==== EXERCISE INPUT
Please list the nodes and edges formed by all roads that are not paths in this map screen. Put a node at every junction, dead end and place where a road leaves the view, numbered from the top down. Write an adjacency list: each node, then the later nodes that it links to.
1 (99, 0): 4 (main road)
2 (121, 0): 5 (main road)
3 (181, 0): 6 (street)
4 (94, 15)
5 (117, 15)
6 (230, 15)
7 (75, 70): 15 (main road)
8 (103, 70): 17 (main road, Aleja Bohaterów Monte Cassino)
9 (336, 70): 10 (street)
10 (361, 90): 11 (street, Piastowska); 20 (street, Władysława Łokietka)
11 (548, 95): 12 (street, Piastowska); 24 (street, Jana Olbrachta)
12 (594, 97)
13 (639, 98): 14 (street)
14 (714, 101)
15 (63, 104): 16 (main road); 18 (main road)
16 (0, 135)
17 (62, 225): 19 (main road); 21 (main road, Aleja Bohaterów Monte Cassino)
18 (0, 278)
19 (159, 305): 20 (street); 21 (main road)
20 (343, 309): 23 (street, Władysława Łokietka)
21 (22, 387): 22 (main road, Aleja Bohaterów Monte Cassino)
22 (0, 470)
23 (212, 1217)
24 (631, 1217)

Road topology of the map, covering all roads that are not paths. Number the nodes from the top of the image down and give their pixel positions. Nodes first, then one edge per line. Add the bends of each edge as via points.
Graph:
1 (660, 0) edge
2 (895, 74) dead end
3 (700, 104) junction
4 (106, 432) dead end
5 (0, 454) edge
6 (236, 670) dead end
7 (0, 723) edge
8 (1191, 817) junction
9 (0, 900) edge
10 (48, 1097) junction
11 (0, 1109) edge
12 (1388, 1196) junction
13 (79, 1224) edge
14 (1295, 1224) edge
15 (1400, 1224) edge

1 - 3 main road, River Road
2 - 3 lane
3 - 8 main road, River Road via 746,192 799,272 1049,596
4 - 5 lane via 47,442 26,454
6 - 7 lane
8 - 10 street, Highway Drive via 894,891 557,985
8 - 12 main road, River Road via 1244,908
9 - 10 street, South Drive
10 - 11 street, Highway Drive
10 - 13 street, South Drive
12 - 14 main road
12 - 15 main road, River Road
========
Give back the data exactly.

> [RESULT FOR THIS EXERCISE]
Please list the nodes and edges formed by all roads that are not paths in this map screen. Put a node at every junction, dead end and place where a road leaves the view, numbered from the top down. Write an adjacency list: each node, then the later nodes that it links to.
1 (99, 0): 4 (main road)
2 (121, 0): 5 (main road)
3 (181, 0): 6 (street)
4 (94, 15)
5 (117, 15)
6 (230, 15)
7 (75, 70): 15 (main road)
8 (103, 70): 17 (main road, Aleja Bohaterów Monte Cassino)
9 (336, 70): 10 (street)
10 (361, 90): 11 (street, Piastowska); 20 (street, Władysława Łokietka)
11 (548, 95): 12 (street, Piastowska); 24 (street, Jana Olbrachta)
12 (594, 97)
13 (639, 98): 14 (street)
14 (714, 101)
15 (63, 104): 16 (main road); 18 (main road)
16 (0, 135)
17 (62, 225): 19 (main road); 21 (main road, Aleja Bohaterów Monte Cassino)
18 (0, 278)
19 (159, 305): 20 (street); 21 (main road)
20 (343, 309): 23 (street, Władysława Łokietka)
21 (22, 387): 22 (main road, Aleja Bohaterów Monte Cassino)
22 (0, 470)
23 (212, 1217)
24 (631, 1217)

Road topology of the map, covering all roads that are not paths. Number the nodes from the top of the image down and give their pixel positions. Nodes first, then one edge per line. Add the bends of each edge as via points.
Graph:
1 (660, 0) edge
2 (895, 74) dead end
3 (700, 104) junction
4 (106, 432) dead end
5 (0, 454) edge
6 (236, 670) dead end
7 (0, 723) edge
8 (1191, 817) junction
9 (0, 900) edge
10 (48, 1097) junction
11 (0, 1109) edge
12 (1388, 1196) junction
13 (79, 1224) edge
14 (1295, 1224) edge
15 (1400, 1224) edge

1 - 3 main road, River Road
2 - 3 lane
3 - 8 main road, River Road via 746,192 799,272 1049,596
4 - 5 lane via 47,442 26,454
6 - 7 lane
8 - 10 street, Highway Drive via 894,891 557,985
8 - 12 main road, River Road via 1244,908
9 - 10 street, South Drive
10 - 11 street, Highway Drive
10 - 13 street, South Drive
12 - 14 main road
12 - 15 main road, River Road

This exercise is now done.